Григорий Канович - Шелест срубленных деревьев
Лея исступленно размахивала полотенцем с увядшей бахромой и гнала прочь от младшего брата смерть, но та, как назойливая муха, кружилась над его царским сном, над его библейским именем, над изъеденным древоточцем старомодным диваном.
Жжж-жжж-жжж...
Смерть упивалась своим жужжанием.
Она то великодушно, по-хозяйски взлетала с жесткой и седой щетины четвертого сына сапожника Довида - Шломо - под самый потолок, где не столько светила, сколько сумрачно пылилась трофейная люстра; то уверенно и бодро снижалась и, самонадеянно расправляя свои крылышки, принималась наперекор вечной и несговорчивой сопернице - жизни - выводить своими крючковатыми ножками на давным-давно отпылавших, каменеющих щеках моего отца надгробные письмена, переставшие быть загадкой и не нуждающиеся ни в каком переводе.
Жжж-жжж-жжж...
Молчание
Он не имел обыкновения рассказывать о себе, копаться в своем прошлом, распространяться о настоящем или суеверно заглядывать в будущее, которое его почти не интересовало, как будто будущего вообще на свете не существовало.
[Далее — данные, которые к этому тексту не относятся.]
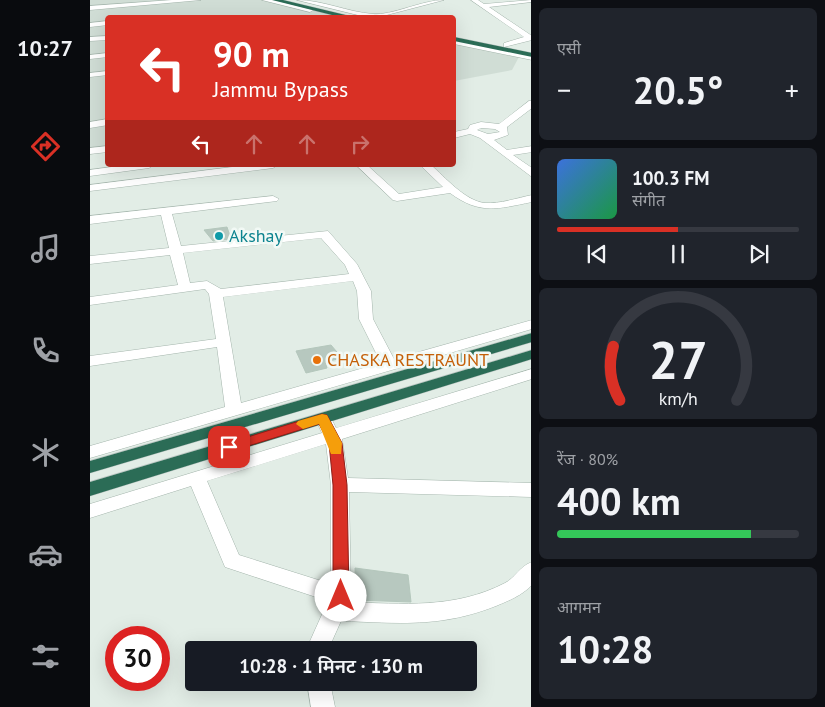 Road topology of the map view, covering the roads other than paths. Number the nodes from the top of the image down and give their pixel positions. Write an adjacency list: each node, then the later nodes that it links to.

Все для него исчерпывалось доступным и простым, как моток ниток, понятием работа. В нем, в этом емком и лишенном всякой напыщенности слове, умещались и день вчерашний, и сегодняшний, и завтрашний. Кончится работа - кончится жизнь. Однако, как ему ни хотелось, чтобы раньше, чем работа, кончилась его жизнь, к несчастью, вышло наоборот: работа умерла задолго до его собственной смерти, и он помимо своей воли еще чуть ли не целое десятилетие продолжал тлеть, как угли в остывающем утюге.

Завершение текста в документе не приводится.